TENSIONE, DISINFORMAZIONE E VIOLENZA Il dominio di Trump sul Partito Repubblicano, impermeabile alle accuse di aver istigato l’assalto al Campidoglio nel gennaio 2021 o all’indagine dell’FBI, compresa l’irruzione nella sua villa di Mar-a-Lago, sulla possibile appropriazione di documenti riservati, sono l’ennesimo esempio fornito dagli esperti della tensione politica che continua a dominare il Paese.

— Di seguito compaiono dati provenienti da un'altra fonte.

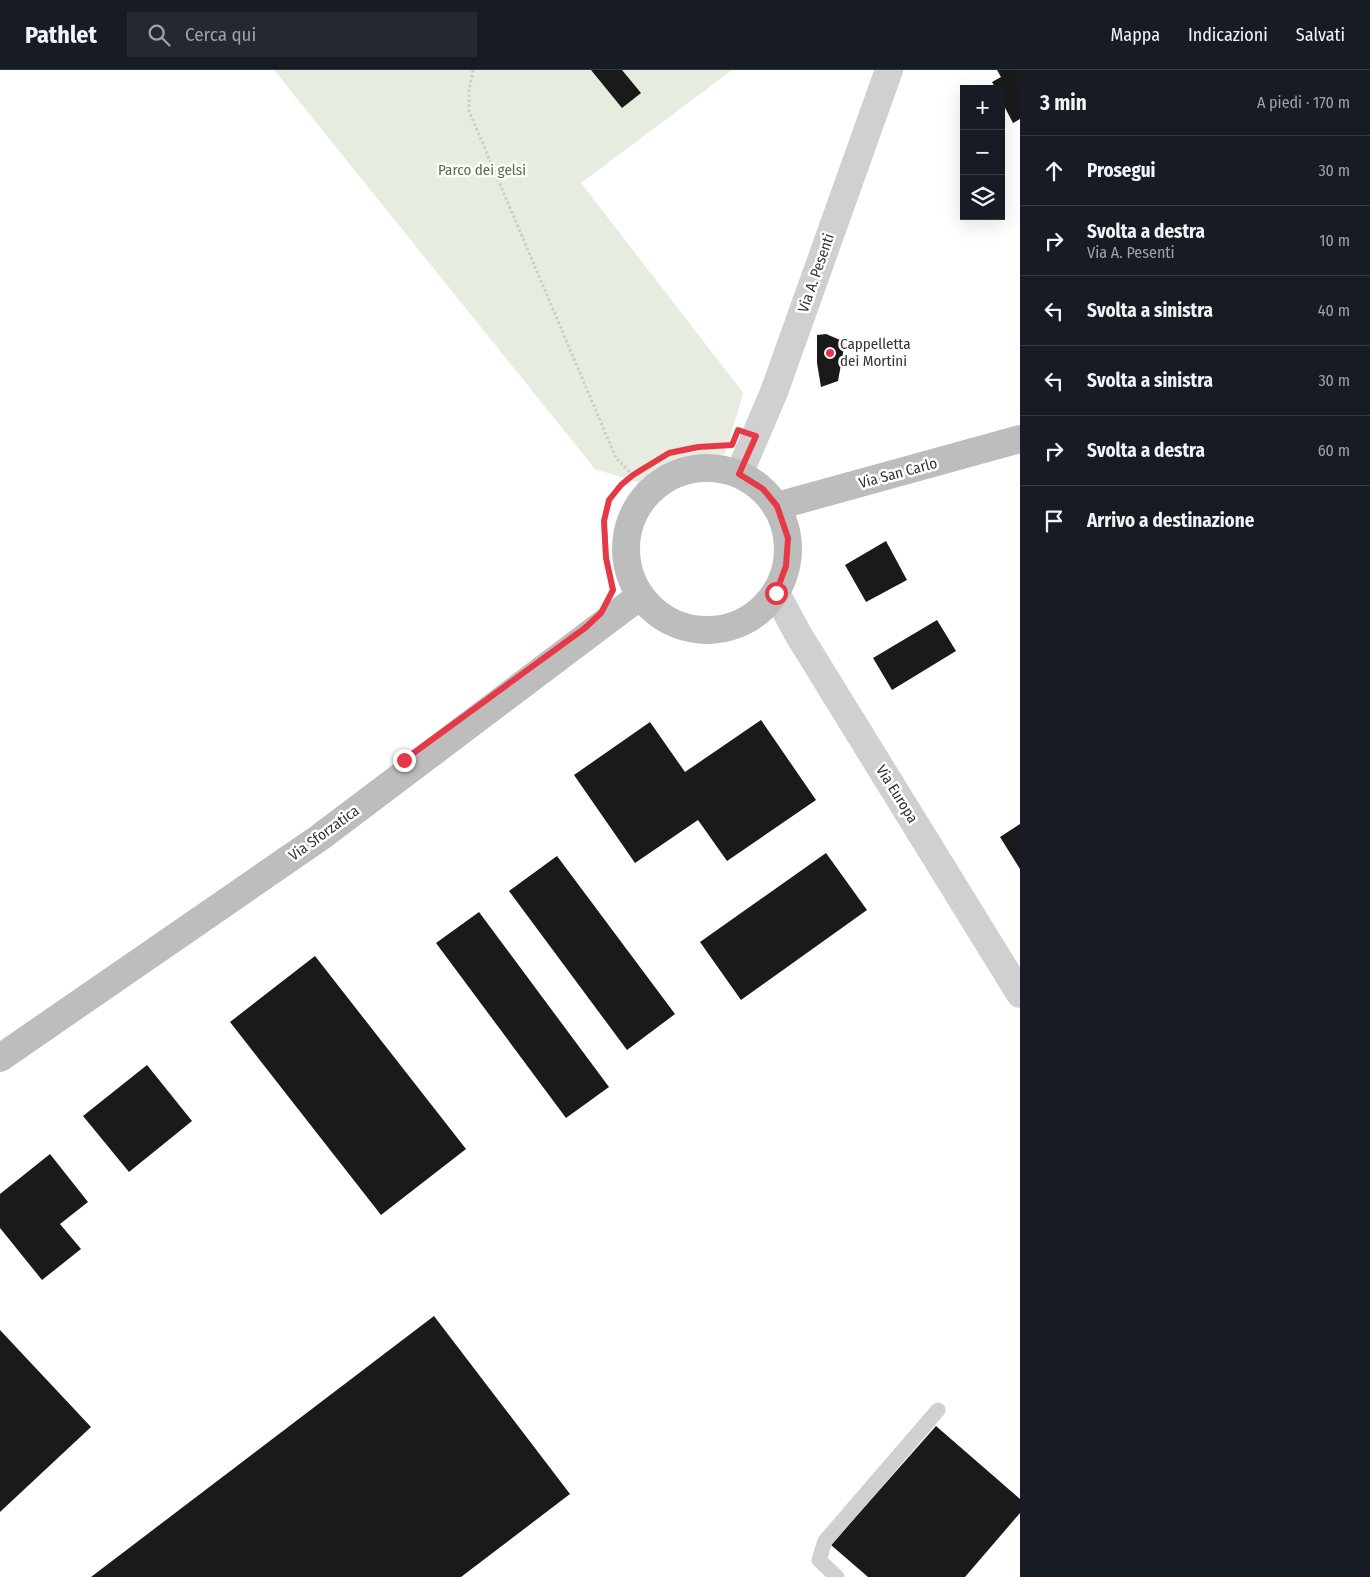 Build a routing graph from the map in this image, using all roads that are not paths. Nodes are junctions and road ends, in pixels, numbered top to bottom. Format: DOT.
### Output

Questa tensione si è riflessa alla fine del mese scorso nell’attacco al marito della speaker democratica della Camera dei Rappresentanti, Nancy Pelosi, che è stato aggredito nella sua casa dall’estremista David DePape, noto per aver rifiutato il risultato delle elezioni presidenziali del 2020 che hanno dato la vittoria a Biden, causa scatenante dell’assalto al Congresso dello scorso anno.

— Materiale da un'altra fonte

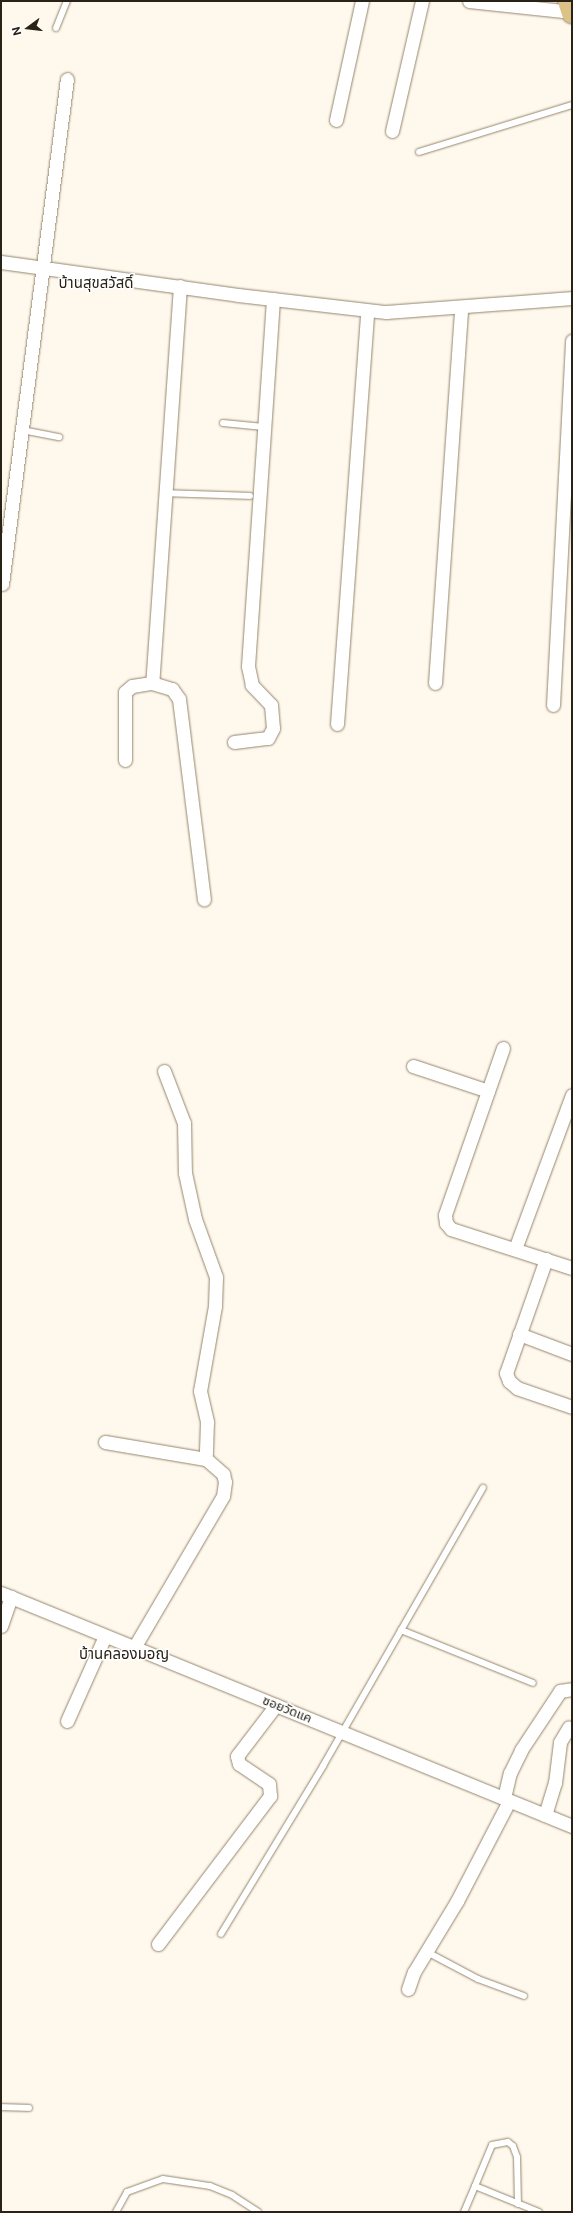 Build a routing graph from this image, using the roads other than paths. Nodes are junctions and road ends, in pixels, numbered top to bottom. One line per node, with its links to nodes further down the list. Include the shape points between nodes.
1 (67, 1): 7 (lane)
2 (362, 1): 10 (street)
3 (422, 1): 11 (street)
4 (469, 1): 6 (street)
5 (568, 1): 6 (main road)
6 (572, 12)
7 (56, 28)
8 (67, 79): 14 (street)
9 (572, 105): 12 (lane)
10 (336, 120)
11 (392, 131)
12 (419, 152)
13 (1, 262): 14 (street)
14 (45, 268): 15 (street); 23 (street)
15 (180, 286): 17 (street); 25 (street)
16 (572, 298): 18 (street)
17 (272, 299): 19 (street); 22 (street)
18 (461, 308): 19 (street, via 412,312); 29 (street)
19 (367, 311): 31 (street)
20 (572, 340): 30 (street)
21 (223, 423): 22 (lane)
22 (264, 427): 32 (street, via 248,666 252,686 271,705 273,728 268,738)
23 (22, 430): 24 (lane); 27 (street)
24 (60, 437)
25 (164, 493): 26 (lane); 28 (street)
26 (250, 496)
27 (2, 584)
28 (152, 683): 33 (street, via 132,686 125,692); 34 (street, via 172,689 179,699)
29 (435, 683)
30 (553, 705)
31 (337, 724)
32 (234, 742)
33 (125, 760)
34 (204, 899)
35 (503, 1048): 38 (street)
36 (413, 1066): 38 (street)
37 (164, 1071): 47 (street, via 184,1123 185,1173 195,1219 216,1277 215,1306 200,1391 207,1422)
38 (488, 1091): 40 (street, via 445,1215 446,1223 451,1229)
39 (572, 1095): 40 (street)
40 (515, 1249): 41 (street)
41 (546, 1259): 42 (street); 43 (street)
42 (572, 1268)
43 (519, 1334): 44 (street); 45 (street, via 506,1373 509,1381 517,1388)
44 (572, 1354)
45 (572, 1407)
46 (105, 1442): 47 (street)
47 (206, 1459): 53 (street, via 222,1474 225,1482 223,1496)
48 (483, 1488): 51 (lane)
49 (6, 1596): 50 (street); 52 (street, ซอยวัดแค)
50 (1, 1626)
51 (401, 1630): 54 (lane); 59 (lane)
52 (105, 1636): 53 (street, ซอยวัดแค); 57 (street)
53 (134, 1648): 56 (street, ซอยวัดแค)
54 (534, 1683)
55 (572, 1689): 60 (street, via 560,1691 521,1750 510,1773)
56 (276, 1706): 59 (street, ซอยวัดแค); 64 (street, via 237,1756 239,1764 269,1784 270,1796)
57 (67, 1721)
58 (569, 1727): 61 (street, via 560,1742 555,1783)
59 (342, 1732): 60 (street, ซอยวัดแค); 63 (lane)
60 (506, 1799): 61 (street, ซอยวัดแค); 65 (street, via 475,1868)
61 (544, 1815): 62 (street, ซอยวัดแค)
62 (572, 1826)
63 (221, 1934)
64 (158, 1944)
65 (427, 1952): 66 (street, via 414,1972); 67 (lane, via 478,1979)
66 (408, 1988)
67 (524, 1996)
68 (1, 2107): 69 (lane)
69 (29, 2108)
70 (475, 2186): 71 (lane); 71 (lane, via 492,2145 508,2142 513,2146 516,2157); 74 (lane)
71 (518, 2204): 75 (lane)
72 (116, 2212): 73 (lane, via 127,2192 162,2179 210,2186 232,2195)
73 (258, 2212)
74 (464, 2212)
75 (539, 2212)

Questo attacco ha concretizzato l’allarme lanciato a metà ottobre dal Soufan Group, che in un rapporto ha messo in guardia sulla possibilità di una nuova esplosione di violenza politica durante le elezioni legislative, mentre il Southern Poverty Law Center (SPLC) ha nuovamente evidenziato in uno studio le connessioni tra i radicali del Partito Repubblicano, i movimenti estremisti e le piattaforme di disinformazione.
Grazie a falsi articoli pubblicati da tabloid come il «Santa Monica Observer» o «The Gateway Pundit», che hanno addirittura collegato Paul Pelosi all’aggressore senza alcuna prova, insieme a dichiarazioni di estremisti repubblicani come la deputata Marjorie Taylor-Green, che ha indirettamente incolpato Biden dell’attacco criticando la sua incapacità di controllare la violenza nelle città, il discorso intorno all’attentato si è completamente ingarbugliato.
Secondo i risultati dell’SPLC, «quando la settimana dell’attacco era ormai conclusa, quasi nessuno della destra americana, sia un estremista aperto che un commentatore conservatore apparentemente rispettabile, riconosceva che l’attacco era un atto di violenza politica».
Poco o nulla è cambiato nell’atmosfera politica e nell'»iper-partitismo» da quando Biden è entrato in carica, e ogni evento non fa che esacerbare questo attrito, che si tratti delle decisioni anti-aborto della Corte Suprema conservatrice, della lotta contro la pandemia, della crisi economica derivante dalla guerra in Ucraina, dei procedimenti giudiziari contro i partecipanti all’insurrezione del Campidoglio, degli attacchi con armi da fuoco nelle scuole della nazione o dell’indagine contro l’ex Presidente Trump.
Secondo un sondaggio del «New York Times», il 68% di coloro che aspirano a un posto nel Congresso o in un’amministrazione locale ritiene che ci siano state irregolarità in queste elezioni presidenziali, mentre Trump ha per molti versi iniziato a presentare le sue aspirazioni in queste elezioni di medio termine.
Secondo fonti di Axios vicine all’ex presidente, infatti, egli potrebbe annunciare la sua nuova candidatura alla Casa Bianca non prima del 14 novembre, a meno di una settimana dalla fine delle elezioni.
Sommando tutte queste circostanze e l’amplificazione fornita dai social network alle suddette narrazioni, il gruppo Soufan esprime «preoccupazione» per la possibilità che gli Stati Uniti finiscano per essere preda di una «profezia che si autoavvera»; una profezia in cui le «previsioni più gravi finiscono per avverarsi», con l’effetto immediato di un aumento della violenza «prima, durante e dopo le elezioni».